Contes

Visage de Koluskap
Le « visage de Koluskap »

La tradition orale du peuple wolastoqiyik est aussi ancienne que l’hiver lui-même. Car c'était uniquement pendant cette saison, alors que tous passaient tellement de temps dans les wigwams, que les contes se succédaient dans la bouche du No-dji-tak-win – le chanteur. Un Wolastoqiyik à qui on a demandé un jour s’il savait parler sa langue maternelle a répondu : « Non, mais je peux la chanter. » On a souvent dit que l’euphonie de cette langue en fait une des plus agréables à entendre. Cela est particulièrement manifeste quand les aînés livrent leurs sentiments et croyances authentiques par le biais de récits évoquant l’origine sociale, la géographie, le quotidien et les explications pratiques ou mystiques. Sur fond d'environnement naturel, les attributs naturels et surnaturels d'animaux, d'humains et d'êtres surhumains forment le sujet d’intrigues complexes où se mêlent pouvoir personnel et survie, mais qui portent avant tout sur la dynamique de l’entente. Il arrive souvent que les leçons de vie, d’où se dégage une profonde sagesse humaine, s’enseignent par l’entremise de cycles de récits complexes mettant en vedette Koluskap, le défenseur de la culture wabanaki. Dans ces récits, l’action peut se jouer au niveau conscient ou subconscient; elle peut suivre la logique ou prendre des airs de rêve éveillé. Partout, on retrouve des personnages qui empruntent tour à tour un physique humain ou animal, illustrant ainsi les liens étroits entre tous les êtres vivants. De l’humble palourde espionne au petit Mikumwes qui sait voler dans les airs, mais ne sait point mentir; de l’oncle Tortue le paresseux, à la grand-mère Marmotte la fouineuse, pour ne nommer que ceux-là, à travers les légendes, les divers personnages reflètent les multiples facettes de la vie.

Abner Paul, bâton d’orateur, v. 1977
Abner Paul, bâton d’orateur, v. 1977

Traditionnellement, ces légendes peuvent prendre de deux formes.
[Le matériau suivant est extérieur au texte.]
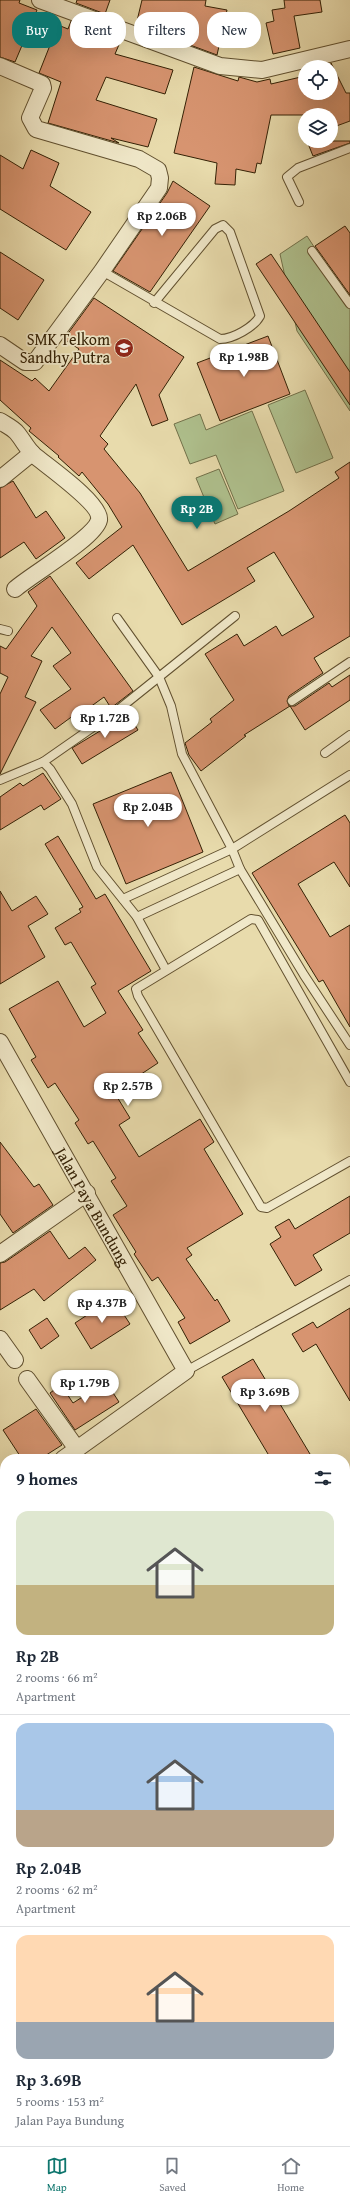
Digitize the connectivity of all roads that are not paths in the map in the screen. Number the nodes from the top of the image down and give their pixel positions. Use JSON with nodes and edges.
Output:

Il peut s’agir d’une poésie rythmée aux intonations mélodieuses, où l’action s’anime sous l’effet d’une énergie incroyable et d’une expression passionnée. Il arrive aussi que les récits prennent la forme d’anecdotes plus structurées, notamment quand ils racontent l’histoire de Koluskap et de son frère, Mikumwes, comme s’ils appartenaient à une époque révolue depuis longtemps.
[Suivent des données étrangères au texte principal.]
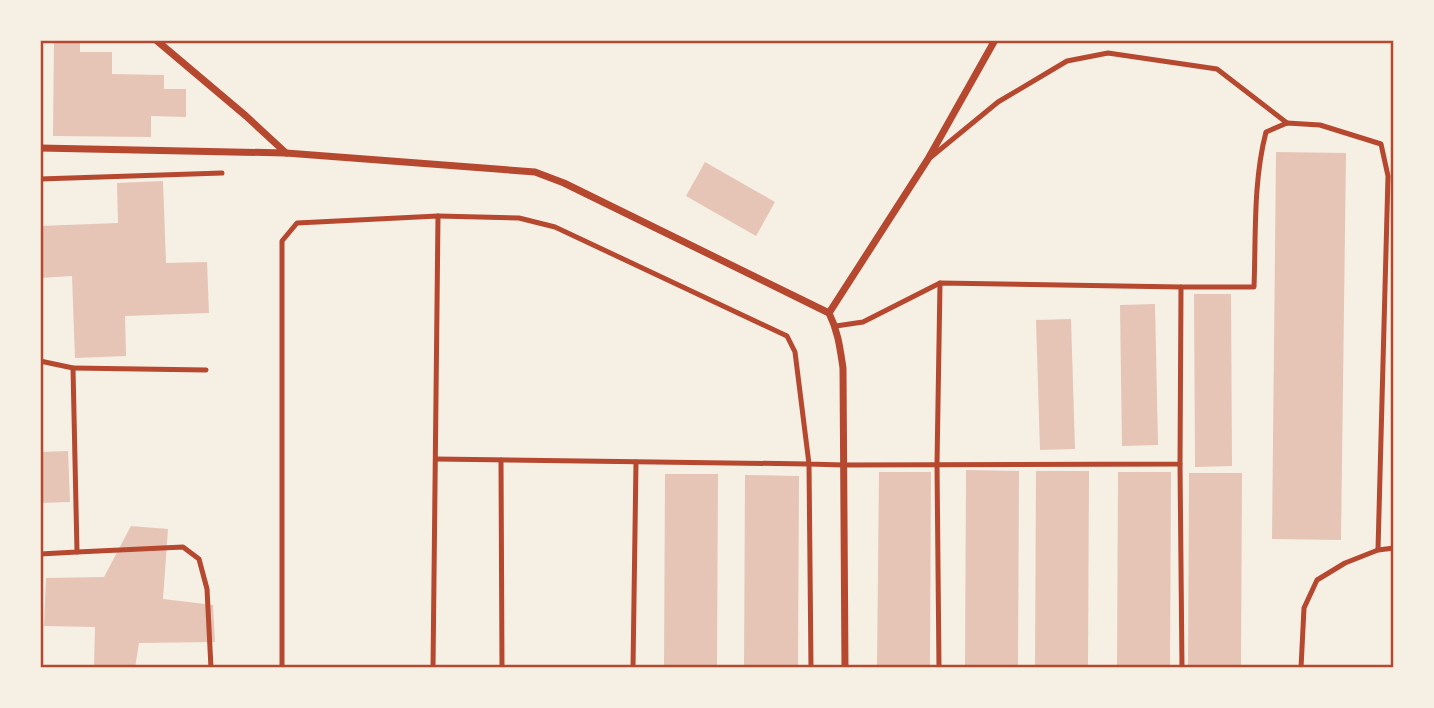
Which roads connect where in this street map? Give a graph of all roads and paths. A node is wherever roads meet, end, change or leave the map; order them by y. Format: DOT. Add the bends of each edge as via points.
graph roads {
  1 [pos="156,40"];
  2 [pos="995,40"];
  3 [pos="1287,123"];
  4 [pos="40,148"];
  5 [pos="286,153"];
  6 [pos="928,159"];
  7 [pos="222,173"];
  8 [pos="40,179"];
  9 [pos="438,216"];
  10 [pos="940,283"];
  11 [pos="1181,287"];
  12 [pos="829,313"];
  13 [pos="836,326"];
  14 [pos="40,361"];
  15 [pos="73,368"];
  16 [pos="206,370"];
  17 [pos="436,459"];
  18 [pos="501,460"];
  19 [pos="636,462"];
  20 [pos="809,464"];
  21 [pos="937,464"];
  22 [pos="1180,464"];
  23 [pos="844,466"];
  24 [pos="1394,548"];
  25 [pos="1378,550"];
  26 [pos="77,552"];
  27 [pos="40,554"];
  28 [pos="211,668"];
  29 [pos="282,668"];
  30 [pos="433,668"];
  31 [pos="502,668"];
  32 [pos="633,668"];
  33 [pos="811,668"];
  34 [pos="845,668"];
  35 [pos="939,668"];
  36 [pos="1182,668"];
  37 [pos="1301,668"];
  1 -- 5 [label="street"];
  2 -- 6 [label="street"];
  3 -- 6 [label="lane" via="1217,69 1108,53 1067,61 998,102"];
  3 -- 11 [label="lane" via="1266,132 1261,149 1254,287"];
  3 -- 25 [label="lane" via="1320,125 1381,144 1388,176"];
  4 -- 5 [label="street"];
  5 -- 12 [label="street" via="534,172"];
  6 -- 12 [label="street"];
  7 -- 8 [label="lane"];
  9 -- 17 [label="lane"];
  9 -- 20 [label="lane" via="519,218 555,227 787,336 795,352"];
  9 -- 29 [label="lane" via="296,223 282,241"];
  10 -- 11 [label="lane"];
  10 -- 13 [label="lane" via="863,322"];
  10 -- 21 [label="lane"];
  11 -- 22 [label="lane"];
  12 -- 13 [label="street"];
  13 -- 23 [label="street" via="843,368"];
  14 -- 15 [label="lane"];
  15 -- 16 [label="lane"];
  15 -- 26 [label="lane"];
  17 -- 18 [label="lane"];
  17 -- 30 [label="lane"];
  18 -- 19 [label="lane"];
  18 -- 31 [label="lane"];
  19 -- 20 [label="lane"];
  19 -- 32 [label="lane"];
  20 -- 23 [label="lane"];
  20 -- 33 [label="lane"];
  21 -- 22 [label="lane"];
  21 -- 23 [label="lane"];
  21 -- 35 [label="lane"];
  22 -- 36 [label="lane"];
  23 -- 34 [label="street"];
  24 -- 25 [label="lane"];
  25 -- 37 [label="lane" via="1317,580 1304,608"];
  26 -- 27 [label="lane"];
  26 -- 28 [label="lane" via="183,548 199,559 207,589"];
}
Abner Paul, gourdin de guerre, v. 1977
Abner Paul, gourdin de guerre, v. 1977

Les contes, parvenus jusqu’à nous grâce à des documents sonores ou écrits, représentent des versions de récits racontés depuis des temps immémoriaux. Ces versions sont, sans aucun doute, beaucoup plus courtes que les récits relatés à l’époque dans les habitations, alors que la famille constituait le seul auditoire. Dans leur forme originale, ces récits authentiques pouvaient durer des heures; l’hiver étant ce qu’il est, le No-dji-tak-win avait tout son temps. Le conteur faisait appel à des procédés mnémotechniques et mettait de l'emphase; il décrivait les scènes de façon détaillée, ajoutant des éléments au passage pour enjoliver son récit et captiver son auditoire. Bien que les récits aient évolué au fil du temps, les traditions orales sont demeurées. Encore aujourd'hui, dans les communautés wolastoqiyik, des gens se lèvent pour raconter ou jouer une histoire portant sur un aspect de leur quotidien.

Construction d’un canot
Construction d’un canot par un groupe de Wolastoqiyik, v. 1890

Ici, en ce moment, nous pouvons nous représenter une séance de contes wolastoqiyik, tenue le long du fleuve Wolastoq, quand les familles se rassemblaient et partageaient leur quotidien dans des habitations confortables fleurant bon le sapin, alors que le vent hivernal soufflait violemment à l'extérieur. À mesure que le No-dji-tak-win parlait, les aventures s’imprégnaient d’enseignements de nature spirituelle. C’est ainsi que les Wolastoqiyik ont su préserver leur intégrité jusqu’à aujourd’hui et qu’ils s’inspirent maintenant de cette spiritualité pour regarder vers demain.